* _REQUIRED ACTION_
For the material that follows, list every line containing the word "Welcome".

* _SOURCE MATERIAL_
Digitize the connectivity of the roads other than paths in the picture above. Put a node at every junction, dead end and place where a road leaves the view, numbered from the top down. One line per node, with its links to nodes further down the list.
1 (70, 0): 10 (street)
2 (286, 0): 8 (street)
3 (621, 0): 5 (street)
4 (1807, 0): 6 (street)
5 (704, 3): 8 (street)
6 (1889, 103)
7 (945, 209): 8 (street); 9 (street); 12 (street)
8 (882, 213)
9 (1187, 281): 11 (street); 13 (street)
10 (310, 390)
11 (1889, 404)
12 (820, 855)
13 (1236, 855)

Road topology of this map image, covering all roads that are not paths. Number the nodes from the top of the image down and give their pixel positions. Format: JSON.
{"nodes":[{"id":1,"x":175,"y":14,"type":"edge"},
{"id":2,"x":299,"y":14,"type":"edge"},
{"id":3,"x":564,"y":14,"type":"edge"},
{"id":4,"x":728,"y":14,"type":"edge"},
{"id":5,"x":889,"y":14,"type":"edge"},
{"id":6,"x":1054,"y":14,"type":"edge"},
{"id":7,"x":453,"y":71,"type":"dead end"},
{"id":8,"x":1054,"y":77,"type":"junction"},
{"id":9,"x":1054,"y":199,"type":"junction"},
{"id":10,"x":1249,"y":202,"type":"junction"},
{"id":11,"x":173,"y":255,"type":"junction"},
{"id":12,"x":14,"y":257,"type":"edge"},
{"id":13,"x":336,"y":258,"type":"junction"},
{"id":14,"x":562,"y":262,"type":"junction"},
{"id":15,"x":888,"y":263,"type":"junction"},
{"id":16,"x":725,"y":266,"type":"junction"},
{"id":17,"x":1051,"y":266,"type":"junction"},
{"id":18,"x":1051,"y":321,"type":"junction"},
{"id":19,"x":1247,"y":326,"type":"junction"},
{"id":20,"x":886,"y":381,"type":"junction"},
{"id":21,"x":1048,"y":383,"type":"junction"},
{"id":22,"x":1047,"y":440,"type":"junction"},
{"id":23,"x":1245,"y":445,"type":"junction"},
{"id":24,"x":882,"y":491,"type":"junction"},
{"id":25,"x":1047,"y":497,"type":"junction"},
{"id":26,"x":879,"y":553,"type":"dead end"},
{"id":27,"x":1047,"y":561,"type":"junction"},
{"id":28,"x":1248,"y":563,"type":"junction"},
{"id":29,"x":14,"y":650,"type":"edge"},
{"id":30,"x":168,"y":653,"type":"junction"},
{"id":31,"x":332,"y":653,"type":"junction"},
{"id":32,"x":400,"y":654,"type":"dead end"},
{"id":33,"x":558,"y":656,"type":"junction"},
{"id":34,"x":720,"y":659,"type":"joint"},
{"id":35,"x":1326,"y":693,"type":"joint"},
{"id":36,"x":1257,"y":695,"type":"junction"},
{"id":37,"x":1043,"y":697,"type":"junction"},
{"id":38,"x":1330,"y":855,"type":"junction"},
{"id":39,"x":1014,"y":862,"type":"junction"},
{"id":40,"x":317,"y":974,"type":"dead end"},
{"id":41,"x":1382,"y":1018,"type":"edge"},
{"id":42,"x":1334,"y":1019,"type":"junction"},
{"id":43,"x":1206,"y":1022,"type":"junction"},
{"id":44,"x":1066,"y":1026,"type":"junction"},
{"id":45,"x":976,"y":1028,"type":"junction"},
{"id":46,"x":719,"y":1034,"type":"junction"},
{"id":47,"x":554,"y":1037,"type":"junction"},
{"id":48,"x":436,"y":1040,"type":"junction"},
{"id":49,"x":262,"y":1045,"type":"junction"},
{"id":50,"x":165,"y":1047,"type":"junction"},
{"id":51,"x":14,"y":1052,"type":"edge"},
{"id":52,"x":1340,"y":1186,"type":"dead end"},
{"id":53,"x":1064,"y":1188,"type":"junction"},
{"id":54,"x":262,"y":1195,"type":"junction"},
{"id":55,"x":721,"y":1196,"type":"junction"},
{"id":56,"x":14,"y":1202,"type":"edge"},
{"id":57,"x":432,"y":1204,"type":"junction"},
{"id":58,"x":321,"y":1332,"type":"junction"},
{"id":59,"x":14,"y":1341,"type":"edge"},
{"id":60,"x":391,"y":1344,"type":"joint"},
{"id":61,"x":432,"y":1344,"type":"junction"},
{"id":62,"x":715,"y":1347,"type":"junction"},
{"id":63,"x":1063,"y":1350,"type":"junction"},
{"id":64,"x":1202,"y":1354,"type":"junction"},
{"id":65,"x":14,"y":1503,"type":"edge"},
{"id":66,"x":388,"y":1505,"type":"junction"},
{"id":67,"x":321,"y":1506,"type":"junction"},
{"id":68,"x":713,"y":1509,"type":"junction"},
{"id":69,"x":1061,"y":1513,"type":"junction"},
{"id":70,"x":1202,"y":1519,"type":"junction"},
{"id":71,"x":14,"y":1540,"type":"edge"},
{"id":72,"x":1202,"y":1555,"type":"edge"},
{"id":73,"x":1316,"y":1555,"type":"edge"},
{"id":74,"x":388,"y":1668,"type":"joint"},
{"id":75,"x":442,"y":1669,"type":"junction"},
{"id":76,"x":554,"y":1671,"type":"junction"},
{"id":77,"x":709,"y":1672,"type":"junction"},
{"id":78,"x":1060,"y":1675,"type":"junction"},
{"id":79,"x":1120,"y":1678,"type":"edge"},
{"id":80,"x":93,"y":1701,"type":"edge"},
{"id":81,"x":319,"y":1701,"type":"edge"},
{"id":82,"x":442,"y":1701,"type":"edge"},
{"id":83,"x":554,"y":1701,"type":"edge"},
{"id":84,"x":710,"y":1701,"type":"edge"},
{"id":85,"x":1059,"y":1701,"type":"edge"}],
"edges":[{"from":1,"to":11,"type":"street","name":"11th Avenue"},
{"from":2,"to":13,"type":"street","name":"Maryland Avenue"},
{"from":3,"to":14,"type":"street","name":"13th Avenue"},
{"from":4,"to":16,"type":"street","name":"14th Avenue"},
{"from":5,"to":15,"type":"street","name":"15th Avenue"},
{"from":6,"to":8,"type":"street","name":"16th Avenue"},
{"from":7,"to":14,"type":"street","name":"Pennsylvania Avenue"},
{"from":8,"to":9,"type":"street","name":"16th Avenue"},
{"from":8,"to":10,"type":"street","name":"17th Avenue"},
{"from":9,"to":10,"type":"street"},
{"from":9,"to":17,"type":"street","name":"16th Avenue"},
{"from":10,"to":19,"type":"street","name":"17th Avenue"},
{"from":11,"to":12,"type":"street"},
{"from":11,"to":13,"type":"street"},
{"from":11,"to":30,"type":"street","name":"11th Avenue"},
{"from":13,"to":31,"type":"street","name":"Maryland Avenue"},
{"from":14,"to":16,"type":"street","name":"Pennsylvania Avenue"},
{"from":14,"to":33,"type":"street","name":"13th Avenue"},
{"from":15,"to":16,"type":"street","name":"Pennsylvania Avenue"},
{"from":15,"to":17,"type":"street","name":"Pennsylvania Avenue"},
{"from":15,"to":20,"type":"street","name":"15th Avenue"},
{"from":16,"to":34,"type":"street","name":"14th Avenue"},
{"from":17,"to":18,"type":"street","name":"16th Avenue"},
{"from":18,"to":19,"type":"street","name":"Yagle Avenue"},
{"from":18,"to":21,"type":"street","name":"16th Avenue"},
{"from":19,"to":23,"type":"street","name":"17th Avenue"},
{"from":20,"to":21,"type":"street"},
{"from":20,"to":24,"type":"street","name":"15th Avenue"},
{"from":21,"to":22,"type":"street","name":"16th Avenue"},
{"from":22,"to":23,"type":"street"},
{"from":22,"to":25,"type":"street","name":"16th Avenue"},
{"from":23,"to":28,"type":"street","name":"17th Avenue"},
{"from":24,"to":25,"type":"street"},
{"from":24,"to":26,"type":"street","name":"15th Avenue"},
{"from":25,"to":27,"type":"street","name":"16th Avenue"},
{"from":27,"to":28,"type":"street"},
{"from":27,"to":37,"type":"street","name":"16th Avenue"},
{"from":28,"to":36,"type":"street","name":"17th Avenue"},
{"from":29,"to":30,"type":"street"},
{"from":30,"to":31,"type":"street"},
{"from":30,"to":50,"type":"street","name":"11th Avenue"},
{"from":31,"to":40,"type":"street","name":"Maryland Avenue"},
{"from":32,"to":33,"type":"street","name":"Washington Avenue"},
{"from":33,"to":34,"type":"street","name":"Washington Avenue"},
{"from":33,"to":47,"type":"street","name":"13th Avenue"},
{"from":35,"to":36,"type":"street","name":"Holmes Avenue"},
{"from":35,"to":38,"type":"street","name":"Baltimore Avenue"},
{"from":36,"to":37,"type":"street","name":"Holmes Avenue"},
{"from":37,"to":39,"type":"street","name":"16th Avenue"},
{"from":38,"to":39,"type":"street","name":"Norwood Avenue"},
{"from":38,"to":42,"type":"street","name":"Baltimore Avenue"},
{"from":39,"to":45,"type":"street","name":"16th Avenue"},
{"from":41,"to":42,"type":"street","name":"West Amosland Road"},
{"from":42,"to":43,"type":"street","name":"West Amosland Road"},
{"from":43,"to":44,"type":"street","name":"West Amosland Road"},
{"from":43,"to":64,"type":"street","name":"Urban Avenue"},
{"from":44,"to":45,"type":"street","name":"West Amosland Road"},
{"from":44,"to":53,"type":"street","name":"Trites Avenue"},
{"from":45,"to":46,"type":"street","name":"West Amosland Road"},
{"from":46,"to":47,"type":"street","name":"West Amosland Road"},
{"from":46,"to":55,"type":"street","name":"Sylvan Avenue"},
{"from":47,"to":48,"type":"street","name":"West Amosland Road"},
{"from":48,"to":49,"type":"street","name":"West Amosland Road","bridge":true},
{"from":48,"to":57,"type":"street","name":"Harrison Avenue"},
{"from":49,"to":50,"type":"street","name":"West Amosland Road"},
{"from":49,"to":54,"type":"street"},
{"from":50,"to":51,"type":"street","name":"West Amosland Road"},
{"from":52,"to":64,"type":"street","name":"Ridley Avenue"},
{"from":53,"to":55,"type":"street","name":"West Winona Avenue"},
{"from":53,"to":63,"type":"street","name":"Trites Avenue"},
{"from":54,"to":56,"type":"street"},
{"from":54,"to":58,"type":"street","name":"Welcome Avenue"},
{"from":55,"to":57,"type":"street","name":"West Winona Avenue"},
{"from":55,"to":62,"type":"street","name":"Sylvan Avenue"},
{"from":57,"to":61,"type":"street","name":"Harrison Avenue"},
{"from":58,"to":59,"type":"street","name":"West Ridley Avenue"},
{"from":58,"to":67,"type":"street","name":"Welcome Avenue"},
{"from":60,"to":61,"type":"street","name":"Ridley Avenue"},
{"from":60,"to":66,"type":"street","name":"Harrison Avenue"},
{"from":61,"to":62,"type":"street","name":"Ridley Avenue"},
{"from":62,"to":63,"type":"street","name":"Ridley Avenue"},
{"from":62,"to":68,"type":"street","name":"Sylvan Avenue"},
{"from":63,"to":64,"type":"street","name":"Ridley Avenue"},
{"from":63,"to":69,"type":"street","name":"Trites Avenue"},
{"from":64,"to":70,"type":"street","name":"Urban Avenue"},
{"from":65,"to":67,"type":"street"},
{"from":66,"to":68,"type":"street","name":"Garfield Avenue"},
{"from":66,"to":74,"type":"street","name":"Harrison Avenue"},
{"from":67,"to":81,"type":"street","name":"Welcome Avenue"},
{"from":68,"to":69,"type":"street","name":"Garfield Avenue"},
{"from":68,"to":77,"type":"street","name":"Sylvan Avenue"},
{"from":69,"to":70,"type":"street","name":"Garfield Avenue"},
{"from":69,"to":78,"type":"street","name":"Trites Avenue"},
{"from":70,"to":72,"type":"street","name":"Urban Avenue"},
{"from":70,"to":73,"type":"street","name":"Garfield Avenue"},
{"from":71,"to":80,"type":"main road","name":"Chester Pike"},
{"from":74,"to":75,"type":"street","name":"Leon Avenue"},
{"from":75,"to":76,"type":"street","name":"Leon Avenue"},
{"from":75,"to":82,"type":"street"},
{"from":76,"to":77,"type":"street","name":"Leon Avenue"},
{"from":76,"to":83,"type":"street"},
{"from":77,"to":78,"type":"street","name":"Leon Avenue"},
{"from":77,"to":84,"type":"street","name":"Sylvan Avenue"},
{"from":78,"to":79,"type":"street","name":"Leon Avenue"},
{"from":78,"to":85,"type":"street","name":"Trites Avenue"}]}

* _PROBLEM SOLUTION_
{"from":54,"to":58,"type":"street","name":"Welcome Avenue"},
{"from":58,"to":67,"type":"street","name":"Welcome Avenue"},
{"from":67,"to":81,"type":"street","name":"Welcome Avenue"},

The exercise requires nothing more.